Glossary: Grammar of Data-Driven Narratives

This section describes the building blocks of Gramex's approach to natural language generation. These concepts serve as primitives to the logic and automation capabilities of the NLG engine.

  1. Narrative - A narrative is a piece of text written by a user or generated by a machine which contains facts about a dataset. A narrative in its entirity is assumed to be a function of three items:

    1. A dataset
    2. Operations on that dataset
    3. Some "source text" provided by the user.

    For example, the following is a narrative about the Fisher Iris dataset.

    The iris dataset contains measurements from a hundred and fifty samples of three unique species of the iris flower - setosa, versicolor and virginica. The species are equally distributed within the dataset, so that each species has fifty samples. For each sample, four measurements are taken - sepal width, petal width, sepal width and sepal length. The average petal length of the setosa is significantly less than that of versicolor or virginica. The average petal width of virginica is much higher than that of versicolor. However, there is no pair of features that can uniquely identify a species. The presence of such properties makes the iris dataset ideal for explaining machine learning concepts.

  2. Nugget - A nugget is ideally a single sentence which conveys a fact about the data. Each sentence in the example narrative except the last two is a nugget. Note that each nugget derives its facts from the source data directly, or from the result of some operation on the data. For example, the following nugget

    The average petal length of the setosa is significantly less than that of versicolor or virginica.

    derives from a groupby-and-average operation on one column of the dataset. Some nuggets, like the one enumerating the number of samples in the dataset, derive from the raw dataset, not from the result of any operations on it. A narrative is essentially an ordered collection of nuggets.

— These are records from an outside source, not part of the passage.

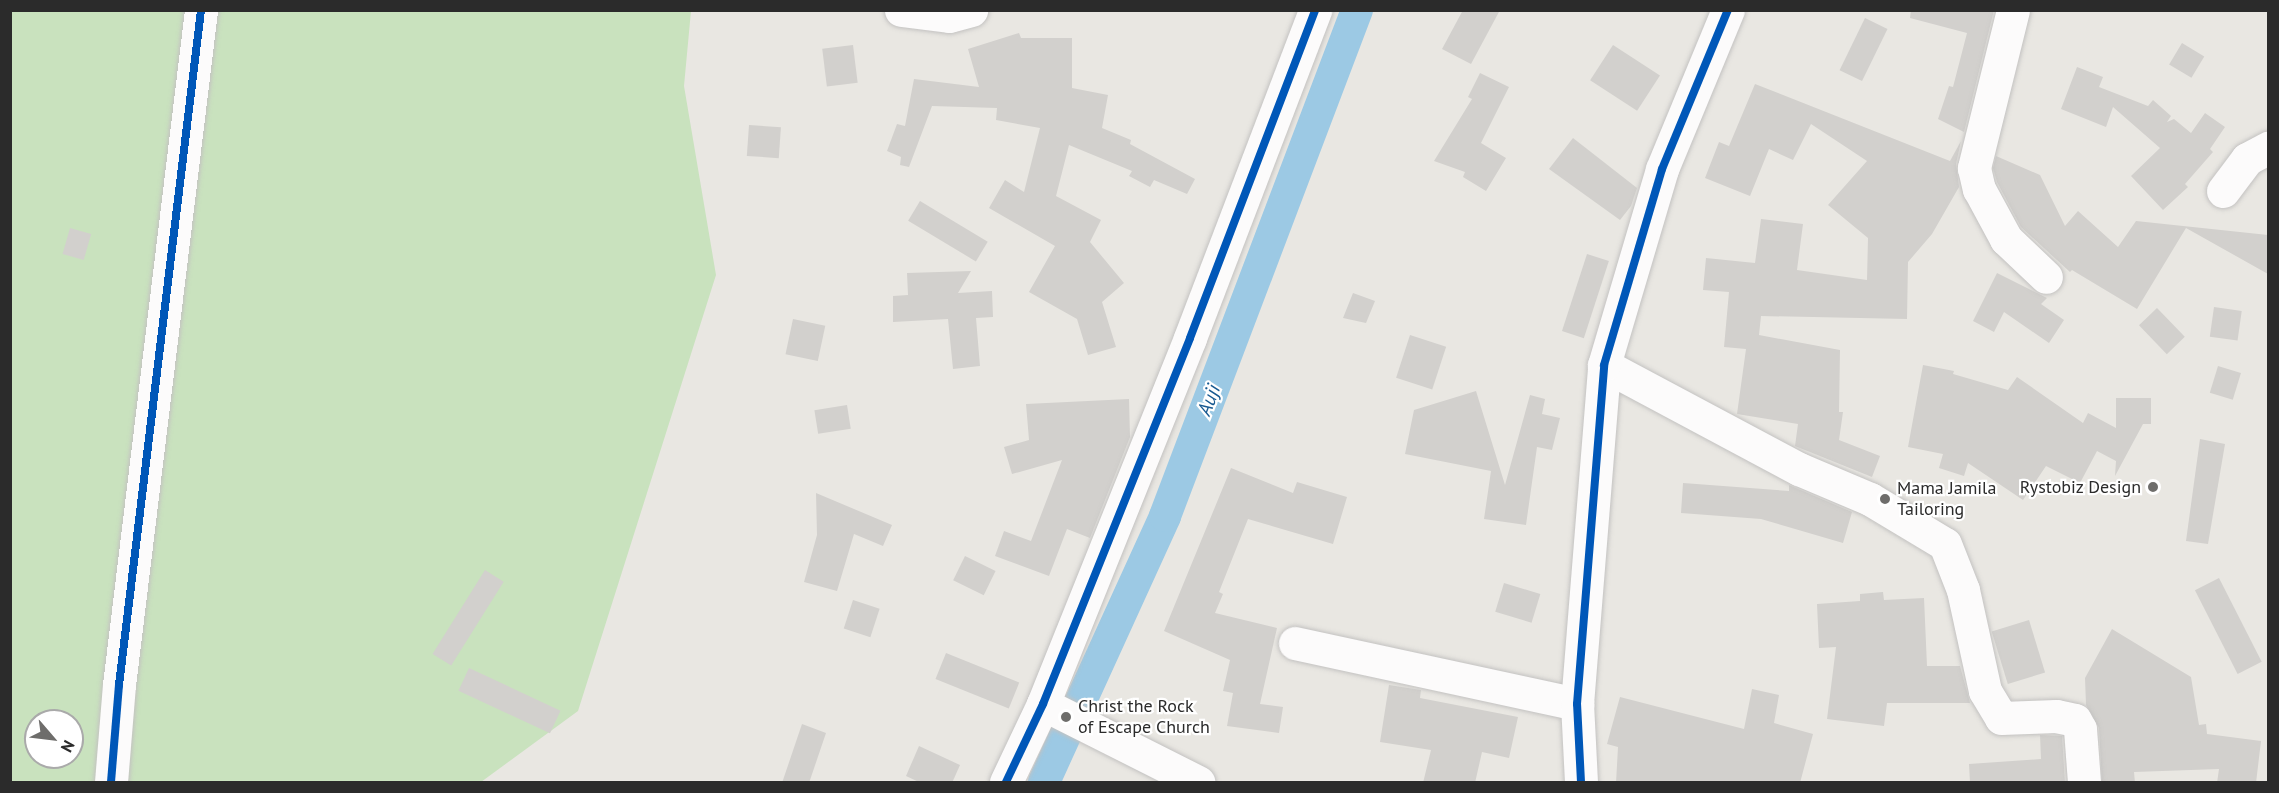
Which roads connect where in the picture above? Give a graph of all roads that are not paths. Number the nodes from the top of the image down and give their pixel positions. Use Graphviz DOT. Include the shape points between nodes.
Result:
graph roads {
  1 [pos="201,10"];
  2 [pos="901,10"];
  3 [pos="971,10"];
  4 [pos="1315,10"];
  5 [pos="1728,10"];
  6 [pos="2013,10"];
  7 [pos="2268,148"];
  8 [pos="2223,191"];
  9 [pos="2046,277"];
  10 [pos="1605,364"];
  11 [pos="1295,643"];
  12 [pos="1577,704"];
  13 [pos="1050,707"];
  14 [pos="111,783"];
  15 [pos="1006,783"];
  16 [pos="1198,783"];
  17 [pos="1581,783"];
  18 [pos="2084,783"];
  1 -- 14 [label="street"];
  2 -- 3 [label="street" via="949,16"];
  4 -- 13 [label="street"];
  5 -- 10 [label="street" via="1662,169"];
  6 -- 9 [label="street" via="1974,168 1979,189 2006,239"];
  7 -- 8 [label="street" via="2247,159"];
  10 -- 12 [label="street"];
  10 -- 18 [label="street" via="1799,469 1870,499 1945,544 1958,572 1985,691 2001,718 2056,716 2074,720 2080,729"];
  11 -- 12 [label="street"];
  12 -- 17 [label="street"];
  13 -- 15 [label="street"];
  13 -- 16 [label="street"];
}
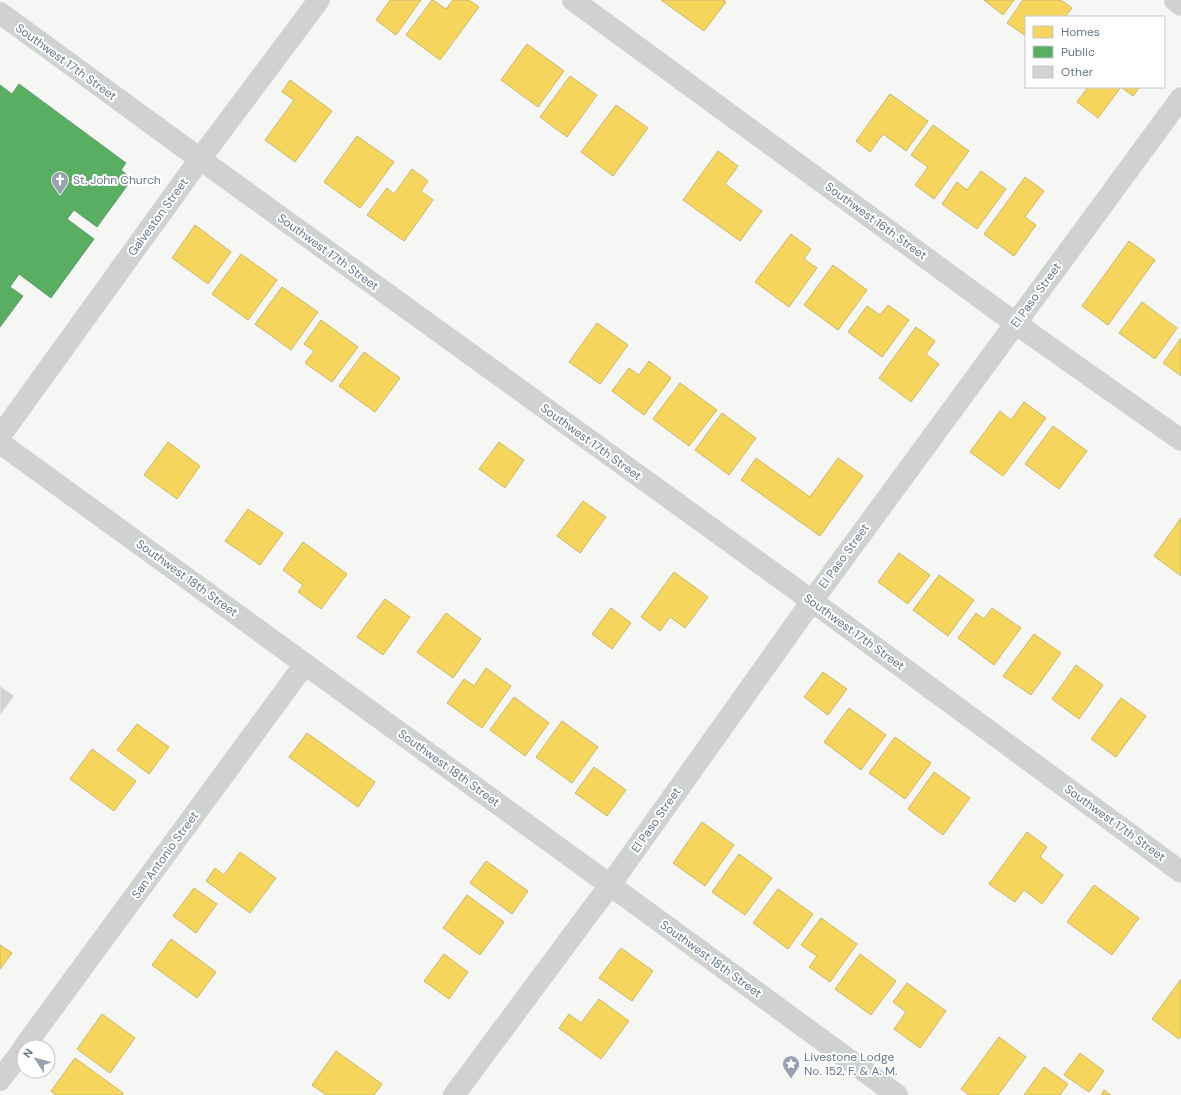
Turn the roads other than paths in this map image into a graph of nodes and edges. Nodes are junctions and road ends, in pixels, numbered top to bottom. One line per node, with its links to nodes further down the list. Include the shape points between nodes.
1 (319, 0): 7 (street, Galveston Street)
2 (573, 0): 8 (street, Southwest 16th Street)
3 (1175, 0): 4 (street)
4 (1181, 5)
5 (0, 13): 7 (street, Southwest 17th Street)
6 (1181, 98): 8 (street, El Paso Street)
7 (200, 159): 9 (street, Galveston Street); 12 (street, Southwest 17th Street)
8 (1015, 323): 10 (street, Southwest 16th Street); 12 (street, El Paso Street)
9 (0, 436)
10 (1181, 440)
11 (0, 443): 13 (street, Southwest 18th Street)
12 (812, 601): 14 (street, Southwest 17th Street); 15 (street, El Paso Street)
13 (305, 664): 15 (street, Southwest 18th Street); 16 (street, San Antonio Street)
14 (1181, 872)
15 (610, 885): 19 (street, El Paso Street); 20 (street, Southwest 18th Street)
16 (30, 1039)
17 (16, 1058): 18 (street, San Antonio Street)
18 (0, 1080)
19 (454, 1095)
20 (898, 1095)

  3. Variables - A variable is a piece of text which can change with the data or the operations performed on it. Here is a reproduction of the example narrative, with all variables shown in bold.

    The iris dataset contains measurements from a hundred and fifty samples of three unique species of the iris flower - setosa, versicolor and virginica. The species are equally distributed within the dataset, so that each species has fifty samples. For each sample, four measurements are taken - sepal width, petal width, sepal width and sepal length. The average petal length of the setosa is significantly less than that of versicolor or virginica. The average petal width of virginica is much higher than that of versicolor. However, there is no pair of features that can uniquely identify a species. The presence of such properties makes the iris dataset ideal for explaining machine learning concepts.

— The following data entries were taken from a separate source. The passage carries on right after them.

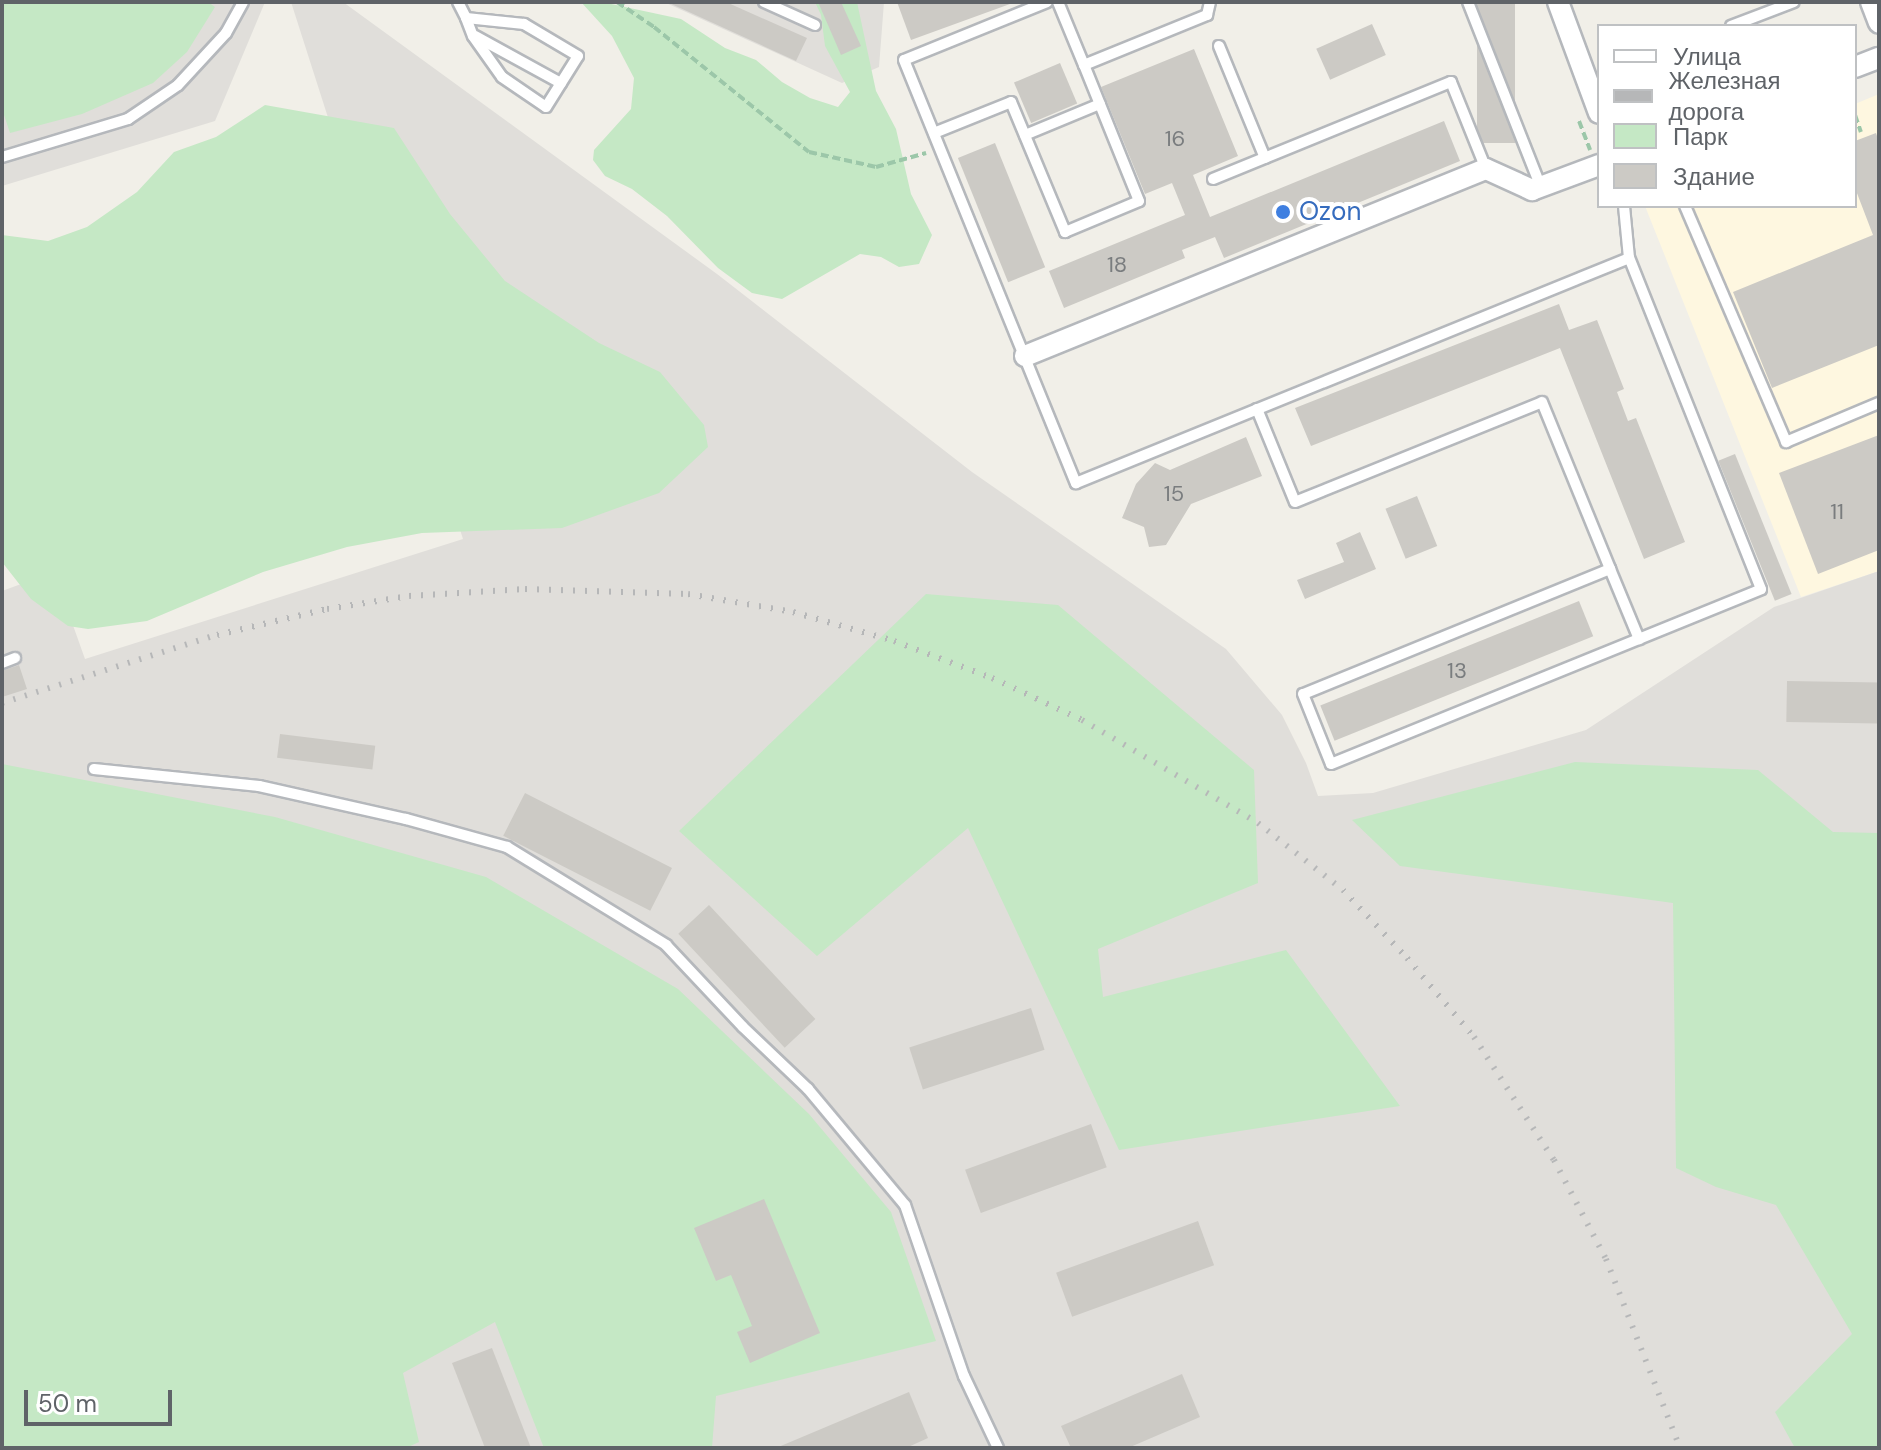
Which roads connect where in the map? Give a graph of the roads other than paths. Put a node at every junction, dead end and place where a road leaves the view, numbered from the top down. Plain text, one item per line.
1 (243, 2) edge
2 (458, 2) edge
3 (764, 2) edge
4 (1047, 2) edge
5 (1058, 2) edge
6 (1210, 2) edge
7 (1468, 2) edge
8 (1558, 2) edge
9 (1794, 2) edge
10 (1871, 2) edge
11 (466, 18) junction
12 (1879, 23) edge
13 (1736, 24) edge
14 (815, 25) dead end
15 (473, 36) junction
16 (1219, 46) dead end
17 (1879, 58) edge
18 (1084, 65) junction
19 (1857, 66) edge
20 (1593, 78) edge
21 (561, 83) junction
22 (1597, 101) edge
23 (1100, 104) junction
24 (934, 133) junction
25 (1025, 135) junction
26 (2, 157) edge
27 (1265, 158) junction
28 (1597, 166) edge
29 (1486, 169) junction
30 (1213, 179) dead end
31 (1541, 187) junction
32 (1624, 208) edge
33 (1686, 208) edge
34 (1629, 258) junction
35 (1025, 356) junction
36 (1879, 403) edge
37 (1257, 409) junction
38 (1610, 569) junction
39 (1639, 639) junction
40 (15, 658) dead end
41 (2, 663) edge
42 (94, 769) dead end
43 (998, 1448) edge

1 - 26 lane
2 - 11 lane
3 - 14 lane
4 - 24 lane
5 - 18 lane
6 - 18 lane
7 - 31 lane
8 - 20 street
9 - 13 lane
10 - 12 street
11 - 15 lane
11 - 21 lane
15 - 21 lane
15 - 21 lane
16 - 27 lane
17 - 19 street
18 - 23 lane
20 - 22 street
23 - 25 lane
23 - 25 lane
24 - 25 lane
24 - 35 lane
27 - 29 lane
27 - 30 lane
28 - 31 street
29 - 31 street
29 - 35 street
32 - 34 lane
33 - 36 lane
34 - 37 lane
34 - 39 lane
35 - 37 lane
37 - 38 lane
38 - 39 lane
38 - 39 lane
40 - 41 lane
42 - 43 lane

    Note that each variable has two defining components:

    • a source text, as initially provided by the user
    • one or more formulae, which compute the value of the variable for a specific instance of the data. Note that the source text of a variable may be found in multiple places within a dataset, and as such, a variable may have multiple formulae - one of which will have to be preferred by the user.

    For example, for the first variable in example narrative, "hundred and fifty" is the source text, and the formula is any machine code that counts the number of rows in the dataset and translates it into a human-readable form. A variable may additionally have other attributes, like:

    • a set of linguistic inflections which determine the form of the rendered variable text - these are distinct from the formula itself, in that the formula creates the base form of the text and inflections modify the base form.
    • a name used to identify the variable within the template of the nugget

Thus, narratives are composed from nuggets, and nuggets from variables. This grammar allows the NLG engine to approach the problem of data-driven, machine-generated narratives in a more compositional manner than a generative one.